Transcribe each entry exactly; skip the images.

(Records provided)

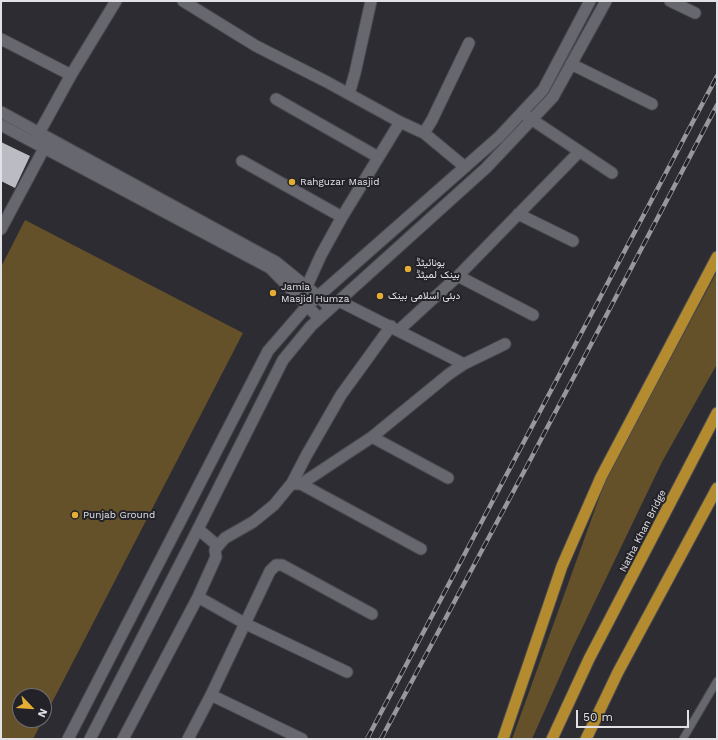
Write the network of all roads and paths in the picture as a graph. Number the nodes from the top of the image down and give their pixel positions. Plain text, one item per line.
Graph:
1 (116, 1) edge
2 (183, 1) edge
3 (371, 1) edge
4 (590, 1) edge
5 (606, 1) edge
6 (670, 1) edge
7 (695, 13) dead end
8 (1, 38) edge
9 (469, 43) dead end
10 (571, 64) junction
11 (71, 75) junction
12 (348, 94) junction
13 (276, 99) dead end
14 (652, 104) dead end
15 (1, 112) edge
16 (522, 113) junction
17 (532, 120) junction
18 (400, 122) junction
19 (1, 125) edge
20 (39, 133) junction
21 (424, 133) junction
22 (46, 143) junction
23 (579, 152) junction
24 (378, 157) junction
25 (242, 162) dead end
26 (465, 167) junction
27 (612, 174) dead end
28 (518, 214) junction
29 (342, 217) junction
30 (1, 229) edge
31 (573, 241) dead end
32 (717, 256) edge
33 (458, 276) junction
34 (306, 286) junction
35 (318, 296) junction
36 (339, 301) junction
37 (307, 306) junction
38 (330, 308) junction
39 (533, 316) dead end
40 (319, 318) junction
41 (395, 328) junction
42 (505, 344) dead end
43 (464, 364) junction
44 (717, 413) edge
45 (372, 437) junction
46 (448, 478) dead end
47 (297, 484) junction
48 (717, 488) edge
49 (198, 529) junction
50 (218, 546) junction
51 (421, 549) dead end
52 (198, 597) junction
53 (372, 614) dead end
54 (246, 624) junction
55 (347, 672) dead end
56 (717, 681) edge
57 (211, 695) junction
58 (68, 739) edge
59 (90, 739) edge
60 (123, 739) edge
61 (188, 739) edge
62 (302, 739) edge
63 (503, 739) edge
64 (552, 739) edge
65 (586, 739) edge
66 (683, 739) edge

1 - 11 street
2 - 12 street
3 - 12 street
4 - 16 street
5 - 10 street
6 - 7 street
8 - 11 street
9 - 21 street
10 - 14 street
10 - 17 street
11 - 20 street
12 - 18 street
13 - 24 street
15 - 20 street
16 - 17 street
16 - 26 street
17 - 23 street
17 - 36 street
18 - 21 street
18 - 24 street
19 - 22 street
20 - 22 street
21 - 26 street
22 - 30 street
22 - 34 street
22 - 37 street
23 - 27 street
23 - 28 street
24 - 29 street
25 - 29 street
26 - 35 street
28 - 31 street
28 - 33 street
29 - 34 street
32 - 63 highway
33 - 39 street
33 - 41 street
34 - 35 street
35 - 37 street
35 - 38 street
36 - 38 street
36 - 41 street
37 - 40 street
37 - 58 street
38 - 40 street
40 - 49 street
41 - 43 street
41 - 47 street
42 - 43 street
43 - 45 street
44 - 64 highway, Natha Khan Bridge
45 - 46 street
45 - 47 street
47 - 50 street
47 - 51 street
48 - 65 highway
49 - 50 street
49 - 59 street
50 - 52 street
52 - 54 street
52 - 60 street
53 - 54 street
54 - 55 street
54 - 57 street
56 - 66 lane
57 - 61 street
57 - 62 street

(End Records provided)

[Output of the exercise]
Write the network of all roads and paths in the picture as a graph. Number the nodes from the top of the image down and give their pixel positions. Plain text, one item per line.
Graph:
1 (116, 1) edge
2 (183, 1) edge
3 (371, 1) edge
4 (590, 1) edge
5 (606, 1) edge
6 (670, 1) edge
7 (695, 13) dead end
8 (1, 38) edge
9 (469, 43) dead end
10 (571, 64) junction
11 (71, 75) junction
12 (348, 94) junction
13 (276, 99) dead end
14 (652, 104) dead end
15 (1, 112) edge
16 (522, 113) junction
17 (532, 120) junction
18 (400, 122) junction
19 (1, 125) edge
20 (39, 133) junction
21 (424, 133) junction
22 (46, 143) junction
23 (579, 152) junction
24 (378, 157) junction
25 (242, 162) dead end
26 (465, 167) junction
27 (612, 174) dead end
28 (518, 214) junction
29 (342, 217) junction
30 (1, 229) edge
31 (573, 241) dead end
32 (717, 256) edge
33 (458, 276) junction
34 (306, 286) junction
35 (318, 296) junction
36 (339, 301) junction
37 (307, 306) junction
38 (330, 308) junction
39 (533, 316) dead end
40 (319, 318) junction
41 (395, 328) junction
42 (505, 344) dead end
43 (464, 364) junction
44 (717, 413) edge
45 (372, 437) junction
46 (448, 478) dead end
47 (297, 484) junction
48 (717, 488) edge
49 (198, 529) junction
50 (218, 546) junction
51 (421, 549) dead end
52 (198, 597) junction
53 (372, 614) dead end
54 (246, 624) junction
55 (347, 672) dead end
56 (717, 681) edge
57 (211, 695) junction
58 (68, 739) edge
59 (90, 739) edge
60 (123, 739) edge
61 (188, 739) edge
62 (302, 739) edge
63 (503, 739) edge
64 (552, 739) edge
65 (586, 739) edge
66 (683, 739) edge

1 - 11 street
2 - 12 street
3 - 12 street
4 - 16 street
5 - 10 street
6 - 7 street
8 - 11 street
9 - 21 street
10 - 14 street
10 - 17 street
11 - 20 street
12 - 18 street
13 - 24 street
15 - 20 street
16 - 17 street
16 - 26 street
17 - 23 street
17 - 36 street
18 - 21 street
18 - 24 street
19 - 22 street
20 - 22 street
21 - 26 street
22 - 30 street
22 - 34 street
22 - 37 street
23 - 27 street
23 - 28 street
24 - 29 street
25 - 29 street
26 - 35 street
28 - 31 street
28 - 33 street
29 - 34 street
32 - 63 highway
33 - 39 street
33 - 41 street
34 - 35 street
35 - 37 street
35 - 38 street
36 - 38 street
36 - 41 street
37 - 40 street
37 - 58 street
38 - 40 street
40 - 49 street
41 - 43 street
41 - 47 street
42 - 43 street
43 - 45 street
44 - 64 highway, Natha Khan Bridge
45 - 46 street
45 - 47 street
47 - 50 street
47 - 51 street
48 - 65 highway
49 - 50 street
49 - 59 street
50 - 52 street
52 - 54 street
52 - 60 street
53 - 54 street
54 - 55 street
54 - 57 street
56 - 66 lane
57 - 61 street
57 - 62 street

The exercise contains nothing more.